→ **TO DO**: Where the string "nodes" occurs in the material below, report the whole line.
━━━━━━━━━━━━━━━━━━━━
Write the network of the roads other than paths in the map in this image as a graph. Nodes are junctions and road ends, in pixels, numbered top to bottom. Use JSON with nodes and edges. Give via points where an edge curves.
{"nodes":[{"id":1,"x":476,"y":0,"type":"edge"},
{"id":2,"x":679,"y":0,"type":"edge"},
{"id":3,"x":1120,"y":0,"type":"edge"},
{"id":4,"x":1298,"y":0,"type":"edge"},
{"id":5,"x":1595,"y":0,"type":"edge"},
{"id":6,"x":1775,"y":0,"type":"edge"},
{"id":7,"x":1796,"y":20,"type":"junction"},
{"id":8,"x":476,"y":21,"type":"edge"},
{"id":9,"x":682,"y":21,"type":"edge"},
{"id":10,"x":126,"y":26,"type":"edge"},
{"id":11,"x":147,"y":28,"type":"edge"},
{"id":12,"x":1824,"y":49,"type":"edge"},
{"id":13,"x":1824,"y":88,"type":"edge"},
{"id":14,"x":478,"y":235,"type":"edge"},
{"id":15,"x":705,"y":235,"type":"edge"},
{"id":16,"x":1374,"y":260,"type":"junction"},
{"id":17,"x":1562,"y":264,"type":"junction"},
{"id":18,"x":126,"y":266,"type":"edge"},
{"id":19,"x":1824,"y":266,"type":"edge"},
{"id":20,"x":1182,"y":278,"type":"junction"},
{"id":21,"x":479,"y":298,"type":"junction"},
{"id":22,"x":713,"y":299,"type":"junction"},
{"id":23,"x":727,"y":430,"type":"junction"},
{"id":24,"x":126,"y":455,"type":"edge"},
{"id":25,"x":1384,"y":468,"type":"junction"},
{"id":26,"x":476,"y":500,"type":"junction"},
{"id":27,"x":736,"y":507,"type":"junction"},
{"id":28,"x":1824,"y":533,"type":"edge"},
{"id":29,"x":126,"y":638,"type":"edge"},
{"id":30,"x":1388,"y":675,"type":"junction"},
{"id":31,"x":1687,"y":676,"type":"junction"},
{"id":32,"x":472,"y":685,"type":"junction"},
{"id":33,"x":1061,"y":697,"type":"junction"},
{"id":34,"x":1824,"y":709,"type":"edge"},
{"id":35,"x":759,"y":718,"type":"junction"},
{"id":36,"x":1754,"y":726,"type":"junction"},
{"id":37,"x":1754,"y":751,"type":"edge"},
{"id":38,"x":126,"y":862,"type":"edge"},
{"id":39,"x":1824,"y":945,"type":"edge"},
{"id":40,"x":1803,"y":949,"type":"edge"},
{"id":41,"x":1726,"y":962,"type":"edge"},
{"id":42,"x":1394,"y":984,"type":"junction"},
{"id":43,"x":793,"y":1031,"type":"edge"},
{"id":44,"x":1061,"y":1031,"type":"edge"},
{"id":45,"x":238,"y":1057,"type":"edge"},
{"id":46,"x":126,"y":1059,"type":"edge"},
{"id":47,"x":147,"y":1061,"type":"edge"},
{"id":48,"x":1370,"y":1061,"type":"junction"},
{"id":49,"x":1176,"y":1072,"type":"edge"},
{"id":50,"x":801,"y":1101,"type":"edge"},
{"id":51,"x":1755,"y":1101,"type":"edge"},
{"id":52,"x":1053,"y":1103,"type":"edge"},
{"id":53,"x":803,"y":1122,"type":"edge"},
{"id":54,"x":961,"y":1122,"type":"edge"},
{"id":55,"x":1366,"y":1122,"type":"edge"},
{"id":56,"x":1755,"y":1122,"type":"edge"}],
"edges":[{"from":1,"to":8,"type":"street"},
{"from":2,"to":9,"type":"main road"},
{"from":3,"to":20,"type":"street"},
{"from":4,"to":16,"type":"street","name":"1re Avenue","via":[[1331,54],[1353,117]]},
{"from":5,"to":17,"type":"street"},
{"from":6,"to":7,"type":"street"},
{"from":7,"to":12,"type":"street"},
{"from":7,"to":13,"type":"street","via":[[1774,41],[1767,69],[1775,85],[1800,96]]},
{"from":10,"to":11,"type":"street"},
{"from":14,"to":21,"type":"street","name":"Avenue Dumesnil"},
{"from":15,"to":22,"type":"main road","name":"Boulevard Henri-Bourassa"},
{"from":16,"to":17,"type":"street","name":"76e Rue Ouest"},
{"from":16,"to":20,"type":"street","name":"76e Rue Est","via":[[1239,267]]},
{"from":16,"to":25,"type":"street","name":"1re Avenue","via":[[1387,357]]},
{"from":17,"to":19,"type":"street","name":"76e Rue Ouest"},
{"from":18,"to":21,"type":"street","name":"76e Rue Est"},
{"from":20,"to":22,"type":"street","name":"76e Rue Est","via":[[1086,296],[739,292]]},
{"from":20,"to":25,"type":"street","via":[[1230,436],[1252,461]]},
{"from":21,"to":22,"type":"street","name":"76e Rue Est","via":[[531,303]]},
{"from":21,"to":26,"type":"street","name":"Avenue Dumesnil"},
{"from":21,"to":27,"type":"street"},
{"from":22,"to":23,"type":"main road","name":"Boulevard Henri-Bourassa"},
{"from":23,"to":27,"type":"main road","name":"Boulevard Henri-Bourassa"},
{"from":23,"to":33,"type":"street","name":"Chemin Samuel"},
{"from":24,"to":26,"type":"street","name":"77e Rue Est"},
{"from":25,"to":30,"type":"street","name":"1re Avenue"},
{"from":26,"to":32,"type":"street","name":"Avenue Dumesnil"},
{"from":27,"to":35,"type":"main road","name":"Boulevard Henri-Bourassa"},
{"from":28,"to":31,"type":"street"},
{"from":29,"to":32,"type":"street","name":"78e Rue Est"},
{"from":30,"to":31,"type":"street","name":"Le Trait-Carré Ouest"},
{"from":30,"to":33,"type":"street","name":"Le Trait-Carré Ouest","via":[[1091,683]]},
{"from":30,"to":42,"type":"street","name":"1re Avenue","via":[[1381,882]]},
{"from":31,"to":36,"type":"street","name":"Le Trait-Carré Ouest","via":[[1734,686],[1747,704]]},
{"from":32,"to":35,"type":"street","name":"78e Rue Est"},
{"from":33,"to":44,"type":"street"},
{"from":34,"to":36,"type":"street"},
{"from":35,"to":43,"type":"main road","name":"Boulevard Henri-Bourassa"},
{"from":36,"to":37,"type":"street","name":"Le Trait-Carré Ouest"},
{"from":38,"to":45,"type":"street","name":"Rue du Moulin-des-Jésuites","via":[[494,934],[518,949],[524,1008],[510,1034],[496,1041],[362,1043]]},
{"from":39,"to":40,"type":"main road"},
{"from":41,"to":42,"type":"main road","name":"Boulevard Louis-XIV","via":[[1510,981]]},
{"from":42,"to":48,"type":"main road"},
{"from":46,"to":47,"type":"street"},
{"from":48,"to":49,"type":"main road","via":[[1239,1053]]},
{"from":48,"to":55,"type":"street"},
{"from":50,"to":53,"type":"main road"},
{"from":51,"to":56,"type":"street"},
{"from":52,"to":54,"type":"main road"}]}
━━━━━━━━━━━━━━━━━━━━
→ **EXERCISE RESULT**:
Write the network of the roads other than paths in the map in this image as a graph. Nodes are junctions and road ends, in pixels, numbered top to bottom. Use JSON with nodes and edges. Give via points where an edge curves.
{"nodes":[{"id":1,"x":476,"y":0,"type":"edge"},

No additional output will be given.